▸ Task item
Please count the lines in the material below that include "Poath". Reply with the number alone.

▸ Data to examine
== Segment start ==

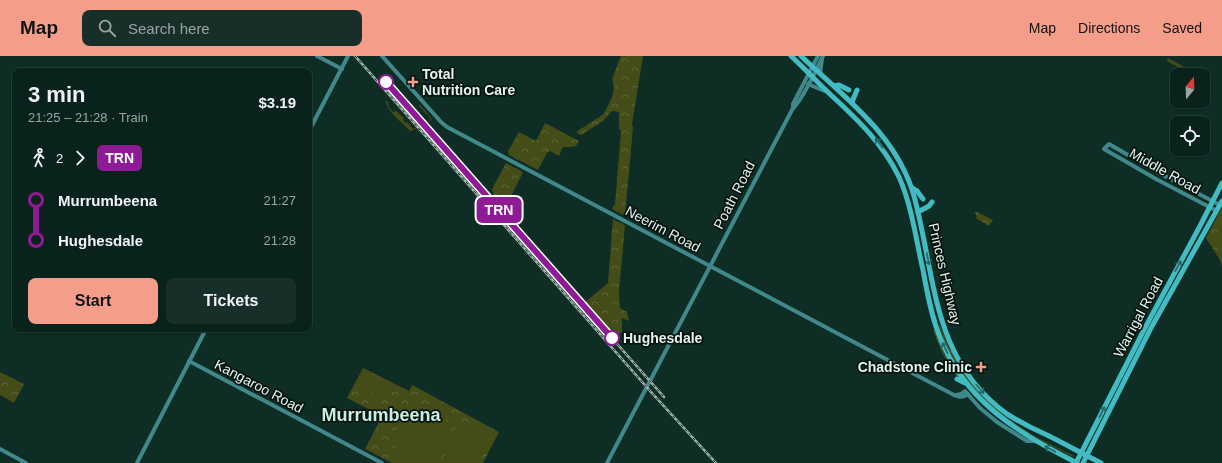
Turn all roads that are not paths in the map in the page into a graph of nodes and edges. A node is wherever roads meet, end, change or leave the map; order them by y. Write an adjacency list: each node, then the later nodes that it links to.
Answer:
1 (317, 56): 8 (street)
2 (348, 56): 8 (street)
3 (382, 56): 28 (street, Neerim Road)
4 (791, 56): 10 (highway)
5 (801, 56): 9 (highway, Princes Highway)
6 (812, 56): 7 (street)
7 (820, 57): 9 (street, Poath Road)
8 (342, 69): 16 (street)
9 (816, 70): 10 (street, Poath Road); 11 (highway, Princes Highway)
10 (809, 78): 14 (highway, Princes Highway); 14 (street); 28 (street, Poath Road)
11 (834, 86): 12 (highway); 15 (highway, Princes Highway)
12 (849, 90)
13 (857, 90): 15 (highway)
14 (827, 91): 17 (highway, Princes Highway, one-way to 14)
15 (852, 102): 20 (highway, Princes Highway)
16 (312, 125)
17 (899, 178): 18 (highway); 30 (highway, Princes Highway)
18 (896, 183)
19 (1222, 183): 23 (highway, Warrigal Road)
20 (912, 188): 21 (highway); 27 (highway, Princes Highway)
21 (922, 199)
22 (932, 202): 27 (highway)
23 (1213, 202): 24 (street, Middle Road); 25 (highway, Warrigal Road); 25 (street, Middle Road)
24 (1221, 203): 26 (highway, Warrigal Road)
25 (1210, 207): 26 (street, Middle Road); 38 (highway, Warrigal Road, one-way to 25)
26 (1217, 211): 36 (highway, Warrigal Road)
27 (918, 212): 29 (highway, Princes Highway, one-way to 29)
28 (710, 266): 35 (street, Neerim Road); 47 (street, Poath Road)
29 (937, 305): 30 (highway); 37 (highway, Princes Highway, one-way to 37)
30 (935, 324): 34 (highway, Princes Highway, one-way to 30)
31 (204, 332): 32 (street)
32 (189, 361): 45 (street); 46 (street, Kangaroo Road)
33 (957, 379): 34 (highway)
34 (966, 383): 35 (highway, Princes Highway)
35 (1036, 441): 43 (highway, Princes Highway, one-way to 35)
36 (1092, 443): 41 (highway, Warrigal Road); 42 (highway)
37 (1070, 447): 38 (highway); 40 (highway, Princes Highway)
38 (1084, 447): 40 (highway, Warrigal Road)
39 (0, 449): 44 (street)
40 (1081, 453): 41 (highway, Princes Highway); 48 (highway, Warrigal Road)
41 (1086, 456): 42 (highway, Princes Highway); 49 (highway, Warrigal Road)
42 (1092, 459): 50 (highway, Princes Highway)
43 (1067, 460): 48 (highway, Princes Highway)
44 (26, 463)
45 (137, 463)
46 (382, 463)
47 (607, 463)
48 (1076, 463)
49 (1083, 463)
50 (1101, 463)

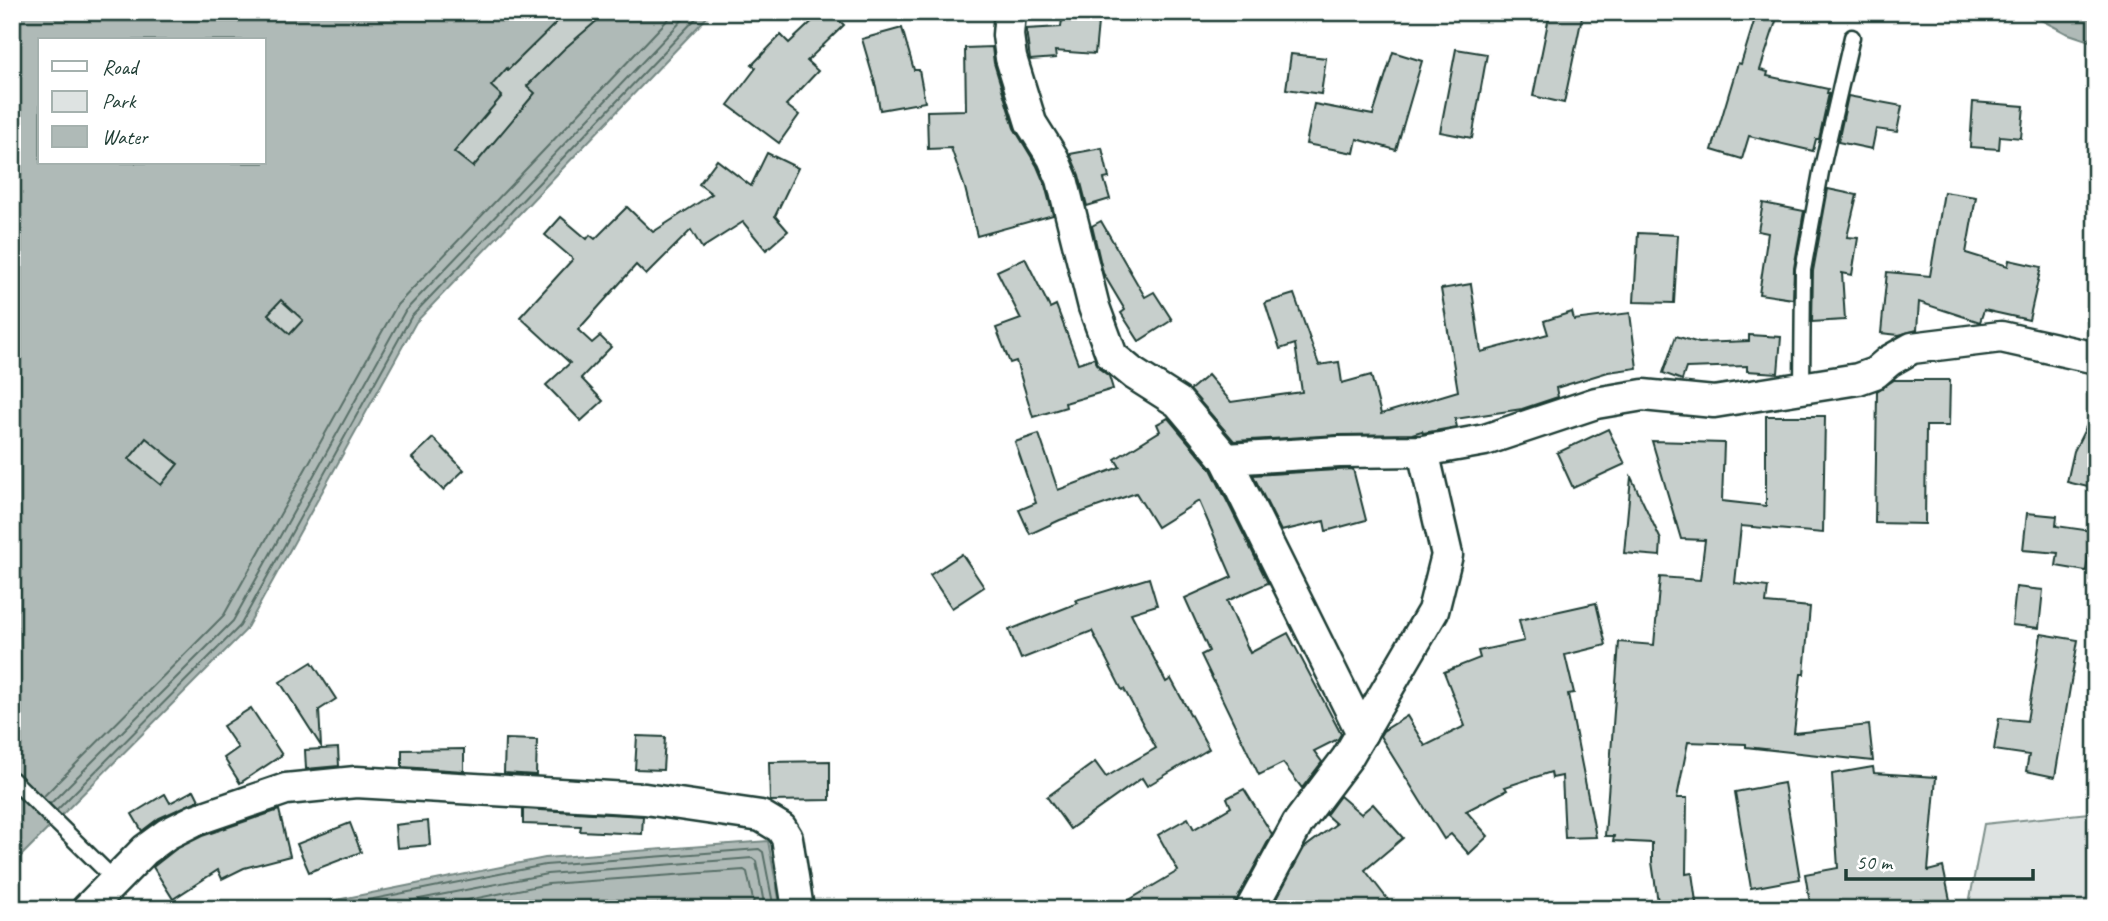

== Segment end ==

▸ Written solution
4